SELECT name,COUNT(*) as count FROM tablename GROUP BY name ORDER BY count DESC;
It will give me the count of each occurrence of a distinct value of a field. However, I am wondering if there would be a way to modify this to have a wildcard.
The background is, I have a field in my table that contains URL's. There are plenty that are in the same domain...ie www.codingforums.com, however, they all contain different points of reference after the .com. More specifically, my question is I want to search for number of occurrences for the domains.
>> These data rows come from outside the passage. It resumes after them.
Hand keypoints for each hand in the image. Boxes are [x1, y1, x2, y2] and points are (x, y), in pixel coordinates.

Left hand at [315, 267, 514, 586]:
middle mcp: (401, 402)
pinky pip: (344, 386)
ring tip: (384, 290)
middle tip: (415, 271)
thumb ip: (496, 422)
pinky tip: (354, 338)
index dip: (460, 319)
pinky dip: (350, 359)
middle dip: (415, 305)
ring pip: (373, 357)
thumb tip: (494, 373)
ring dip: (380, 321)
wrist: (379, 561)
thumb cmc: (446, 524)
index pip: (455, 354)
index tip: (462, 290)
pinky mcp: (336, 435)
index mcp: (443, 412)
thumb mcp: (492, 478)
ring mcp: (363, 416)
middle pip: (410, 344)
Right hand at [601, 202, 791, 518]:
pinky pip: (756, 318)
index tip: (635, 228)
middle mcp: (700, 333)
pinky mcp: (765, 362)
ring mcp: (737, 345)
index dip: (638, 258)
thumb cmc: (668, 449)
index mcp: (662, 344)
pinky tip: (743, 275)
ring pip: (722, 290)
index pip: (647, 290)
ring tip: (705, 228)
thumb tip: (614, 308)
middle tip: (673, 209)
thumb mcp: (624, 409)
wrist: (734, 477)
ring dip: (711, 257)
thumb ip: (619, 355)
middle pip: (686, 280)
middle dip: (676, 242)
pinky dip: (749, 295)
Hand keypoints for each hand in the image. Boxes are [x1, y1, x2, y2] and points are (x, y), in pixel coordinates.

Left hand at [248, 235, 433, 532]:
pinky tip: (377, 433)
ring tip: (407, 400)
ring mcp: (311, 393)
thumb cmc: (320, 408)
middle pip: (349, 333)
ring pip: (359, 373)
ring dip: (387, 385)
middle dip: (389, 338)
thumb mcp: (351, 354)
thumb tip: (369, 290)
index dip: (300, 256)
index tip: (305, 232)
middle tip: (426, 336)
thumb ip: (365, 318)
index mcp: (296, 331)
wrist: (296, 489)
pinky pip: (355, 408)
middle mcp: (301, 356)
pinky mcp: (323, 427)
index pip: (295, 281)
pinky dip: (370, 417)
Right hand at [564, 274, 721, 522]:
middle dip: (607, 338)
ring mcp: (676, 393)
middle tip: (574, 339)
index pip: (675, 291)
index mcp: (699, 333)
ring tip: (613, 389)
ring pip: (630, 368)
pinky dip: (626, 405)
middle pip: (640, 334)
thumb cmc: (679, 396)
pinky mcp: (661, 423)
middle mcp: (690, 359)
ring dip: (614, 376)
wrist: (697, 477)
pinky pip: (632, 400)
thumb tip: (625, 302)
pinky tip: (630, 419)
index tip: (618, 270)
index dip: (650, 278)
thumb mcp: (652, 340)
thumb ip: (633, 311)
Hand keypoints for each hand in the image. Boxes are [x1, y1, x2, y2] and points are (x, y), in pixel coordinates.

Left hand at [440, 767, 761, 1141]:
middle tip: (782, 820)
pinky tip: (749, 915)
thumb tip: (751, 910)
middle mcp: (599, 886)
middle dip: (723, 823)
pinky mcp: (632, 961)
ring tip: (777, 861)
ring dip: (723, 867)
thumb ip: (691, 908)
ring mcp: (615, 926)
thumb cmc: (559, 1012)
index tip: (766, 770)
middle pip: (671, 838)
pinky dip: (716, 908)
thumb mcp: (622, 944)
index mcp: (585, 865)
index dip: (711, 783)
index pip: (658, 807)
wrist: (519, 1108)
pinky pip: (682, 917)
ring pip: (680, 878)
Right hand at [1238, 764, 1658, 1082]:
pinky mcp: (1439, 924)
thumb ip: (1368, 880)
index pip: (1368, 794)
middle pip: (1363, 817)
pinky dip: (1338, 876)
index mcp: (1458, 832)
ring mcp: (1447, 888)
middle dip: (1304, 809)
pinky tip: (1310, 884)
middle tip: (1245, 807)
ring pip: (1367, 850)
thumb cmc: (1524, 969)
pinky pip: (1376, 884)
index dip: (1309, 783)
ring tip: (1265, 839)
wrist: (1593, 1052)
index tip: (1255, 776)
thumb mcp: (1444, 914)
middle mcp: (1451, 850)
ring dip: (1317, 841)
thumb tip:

They all should begin either http:// or https:// but not all would have the www. and such.
Not sure it is possible but figured I would ask since Google searching didn't really give me anything useful to go off of.
SELECT name,COUNT(*) as count FROM tablename GROUP BY name ORDER BY count DESC;
It will give me the count of each occurrence of a distinct value of a field.
*** NOT TRUE! ***
It will count *ALL* records *PER NAME*.
If you wanted a count of DISTINCT VALUES then you would need to use:
Code:
SELECT name, COUNT( DISTINCT fieldname ) AS count
FROM tablename GROUP BY name ORDER BY count DESC
And if you wanted a count of NON-NULL values of a given field you would do
Code:
SELECT name, COUNT( fieldname ) AS count
FROM tablename GROUP BY name ORDER BY count DESC
But using COUNT(*) simply counts *ALL* records. Period.
***********
Having cleared that up...
Quote:
The background is, I have a field in my table that contains URL's. There are plenty that are in the same domain...ie www.codingforums.com, however, they all contain different points of reference after the .com. More specifically, my question is I want to search for number of occurrences for the domains. They all should begin either http:// or https:// but not all would have the www. and such.
So, more simply stated, you want to group by domain name alone. Yes?
There's no simple way build into MySQL. It's true that MySQL has regular expressions, which would seem the ideal way, but unfortunately they are limited to use with the RLIKE operator.
So you could easily search for all occurrences of codingforums.com for example, but FINDING all the domains is much trickier.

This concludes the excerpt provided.